There are a lot of wrong perceptions about the datastore in Google AppEngine. People both familiar and foreign with AppEngine don't really understand what the datastore is. There is a deeper system underneath the nice API we are given. Understanding the guts can help us understand the skin. We may also find there are times when we must shed the skin for new clothing.

The biggest misconception about the datastore is the assumption that "kinds" are anything like "tables". You could use a set of entity kinds similar to the way you would use a set of tables, but they simply are different beasts, entirely. A table controls a strict requirement on the structure of its rows. Every entity, on the other hand, is free to hold any properties of allowed types. The published Model API is all an abstraction provided to give us a nice interface on top of an otherwise much looser foundation.

Many people would be very surprised to learn that a given kind doesn't actually require anything of its entities, but from the right angle it makes perfect sense. Meeting the kind of scalability requirements the datastore is designed for places interesting limitations. Schema changes can't get in the way when you could have such a large dataset that no operation can ever effectively operate on the entire set at once. This means what was a simple matter of ALTER TABLE in SQL is practically impossible in this new world, as the logistics behind updating and migrating potentially millions of entities to a new schema grows beyond the acceptable resources to give to a schema change. However, if we allow flexibility, we simply start creating new entities in the updated form and be sure that when we load one of the previous versions, we're prepared to use or upgrade it on the spot. For this and other reasons, allowing all entities to be free-form is the simplest direction to provide the foundation we need.

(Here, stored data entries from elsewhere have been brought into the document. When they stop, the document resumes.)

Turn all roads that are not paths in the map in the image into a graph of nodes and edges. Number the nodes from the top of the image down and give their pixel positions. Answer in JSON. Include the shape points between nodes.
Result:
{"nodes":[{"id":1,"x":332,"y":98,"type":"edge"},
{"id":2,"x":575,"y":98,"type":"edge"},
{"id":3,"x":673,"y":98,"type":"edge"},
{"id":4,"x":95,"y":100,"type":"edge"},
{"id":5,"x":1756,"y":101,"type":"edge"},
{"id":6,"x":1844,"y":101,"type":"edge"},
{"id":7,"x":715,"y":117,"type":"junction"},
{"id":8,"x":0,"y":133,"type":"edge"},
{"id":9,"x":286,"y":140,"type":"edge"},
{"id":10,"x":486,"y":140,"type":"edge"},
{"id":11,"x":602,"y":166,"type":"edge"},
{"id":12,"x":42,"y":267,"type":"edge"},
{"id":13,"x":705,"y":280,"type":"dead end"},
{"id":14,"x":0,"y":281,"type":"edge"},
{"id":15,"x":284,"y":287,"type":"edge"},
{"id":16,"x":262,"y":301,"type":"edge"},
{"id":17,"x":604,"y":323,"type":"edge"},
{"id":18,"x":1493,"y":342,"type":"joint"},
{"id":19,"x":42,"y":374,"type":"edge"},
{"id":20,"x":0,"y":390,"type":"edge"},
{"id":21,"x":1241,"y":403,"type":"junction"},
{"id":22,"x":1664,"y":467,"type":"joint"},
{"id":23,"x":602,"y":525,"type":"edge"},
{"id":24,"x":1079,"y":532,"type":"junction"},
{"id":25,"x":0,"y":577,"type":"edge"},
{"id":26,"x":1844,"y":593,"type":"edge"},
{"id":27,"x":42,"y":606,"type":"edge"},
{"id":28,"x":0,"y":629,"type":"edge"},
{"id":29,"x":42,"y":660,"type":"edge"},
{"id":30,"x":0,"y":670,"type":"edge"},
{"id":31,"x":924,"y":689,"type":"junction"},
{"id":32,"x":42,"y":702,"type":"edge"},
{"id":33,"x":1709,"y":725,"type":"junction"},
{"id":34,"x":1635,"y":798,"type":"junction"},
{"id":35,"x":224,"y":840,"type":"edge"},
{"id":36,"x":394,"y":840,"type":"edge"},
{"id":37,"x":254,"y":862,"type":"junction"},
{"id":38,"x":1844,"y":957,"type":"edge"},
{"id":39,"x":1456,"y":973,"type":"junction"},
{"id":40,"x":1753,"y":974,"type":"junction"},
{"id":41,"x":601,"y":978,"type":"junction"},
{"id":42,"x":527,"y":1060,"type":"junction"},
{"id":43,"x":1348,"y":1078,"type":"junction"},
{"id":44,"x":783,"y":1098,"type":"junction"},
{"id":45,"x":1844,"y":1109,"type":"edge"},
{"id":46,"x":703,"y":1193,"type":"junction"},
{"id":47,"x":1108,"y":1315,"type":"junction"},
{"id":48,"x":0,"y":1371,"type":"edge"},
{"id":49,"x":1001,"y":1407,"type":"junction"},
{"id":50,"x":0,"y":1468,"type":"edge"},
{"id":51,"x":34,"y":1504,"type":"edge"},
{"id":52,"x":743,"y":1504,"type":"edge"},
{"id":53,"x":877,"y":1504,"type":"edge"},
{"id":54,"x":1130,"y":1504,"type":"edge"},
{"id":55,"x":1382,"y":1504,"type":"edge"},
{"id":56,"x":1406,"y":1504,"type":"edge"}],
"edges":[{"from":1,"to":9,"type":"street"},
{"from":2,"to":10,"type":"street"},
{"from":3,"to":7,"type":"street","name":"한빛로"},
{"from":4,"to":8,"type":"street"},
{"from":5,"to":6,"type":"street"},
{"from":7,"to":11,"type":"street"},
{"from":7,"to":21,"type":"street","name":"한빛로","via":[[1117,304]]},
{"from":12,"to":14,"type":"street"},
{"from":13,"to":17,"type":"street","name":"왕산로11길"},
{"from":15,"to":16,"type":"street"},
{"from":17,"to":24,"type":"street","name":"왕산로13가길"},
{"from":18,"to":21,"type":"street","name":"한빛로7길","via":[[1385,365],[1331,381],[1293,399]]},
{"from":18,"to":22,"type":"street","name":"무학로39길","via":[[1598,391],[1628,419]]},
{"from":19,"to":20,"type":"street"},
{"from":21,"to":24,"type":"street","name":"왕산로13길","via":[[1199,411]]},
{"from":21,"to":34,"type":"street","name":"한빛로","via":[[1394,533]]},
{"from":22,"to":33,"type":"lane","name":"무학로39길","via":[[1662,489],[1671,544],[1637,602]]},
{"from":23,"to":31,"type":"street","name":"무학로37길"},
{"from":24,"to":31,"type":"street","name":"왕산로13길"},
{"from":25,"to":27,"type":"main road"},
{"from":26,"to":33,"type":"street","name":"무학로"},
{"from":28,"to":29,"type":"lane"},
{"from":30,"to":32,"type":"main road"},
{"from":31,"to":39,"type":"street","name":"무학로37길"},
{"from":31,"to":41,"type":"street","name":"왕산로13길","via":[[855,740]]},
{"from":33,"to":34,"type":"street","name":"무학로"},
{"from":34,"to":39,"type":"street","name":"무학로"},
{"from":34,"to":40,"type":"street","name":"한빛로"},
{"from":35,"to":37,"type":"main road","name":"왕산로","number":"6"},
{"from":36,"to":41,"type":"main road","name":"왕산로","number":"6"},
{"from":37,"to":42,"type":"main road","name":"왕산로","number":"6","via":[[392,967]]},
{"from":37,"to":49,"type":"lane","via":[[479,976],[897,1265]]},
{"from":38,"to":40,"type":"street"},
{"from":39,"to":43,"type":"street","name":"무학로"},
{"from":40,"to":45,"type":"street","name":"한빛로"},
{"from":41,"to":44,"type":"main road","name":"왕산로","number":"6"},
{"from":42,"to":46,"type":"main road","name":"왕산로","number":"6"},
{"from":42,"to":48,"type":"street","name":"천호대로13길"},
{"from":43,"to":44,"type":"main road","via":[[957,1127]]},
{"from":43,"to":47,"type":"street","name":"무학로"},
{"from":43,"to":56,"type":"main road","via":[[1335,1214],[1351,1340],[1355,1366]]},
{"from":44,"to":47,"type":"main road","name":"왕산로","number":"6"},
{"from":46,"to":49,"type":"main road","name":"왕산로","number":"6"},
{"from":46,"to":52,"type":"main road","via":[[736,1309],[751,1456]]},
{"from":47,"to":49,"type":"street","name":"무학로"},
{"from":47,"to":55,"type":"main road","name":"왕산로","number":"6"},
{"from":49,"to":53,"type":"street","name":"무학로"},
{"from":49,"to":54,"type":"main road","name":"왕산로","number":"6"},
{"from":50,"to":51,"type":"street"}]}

With a better understanding of our foundation we can better understand the abstractions in google.api.ext.db, with the Model subclasses most AppEngine developers know. I've seen quite a few people asking about migrating to changes in their db.Model subclasses, not understanding why or how their existing entities will change to match the newly defined properties. The behavior and how to work with it is a lot easier to understand when you view the individual entities are independent property bags, and not rows following a defined column schematic. We can also come to understand db.Expando as closer to the wire, so to speak, than its stricter Model cousin.

Perhaps a more exciting gain from this different view of the datastore is that we aren't bound by the published Model-centric API at all. In fact, we can access the underlying Entity class directly, providing us with a simple, persisted mapping object, without anything building on top of it. If we need some structure to our persistence, but the provided API simply isn't to taste, then an understanding of this layer gives us what we need to build our own variant datastore API. We may even use this understand to provide implementations compatible with previous ORM solutions, but powered by the entities and BigTable, rather than traditional SQL databases. The possibilities open up with our deeper understanding.

The more variation we have in what everyone is doing on AppEngine, the more value it has to all of us. Take this information and do some exciting. Share it and we're all reap the benefits.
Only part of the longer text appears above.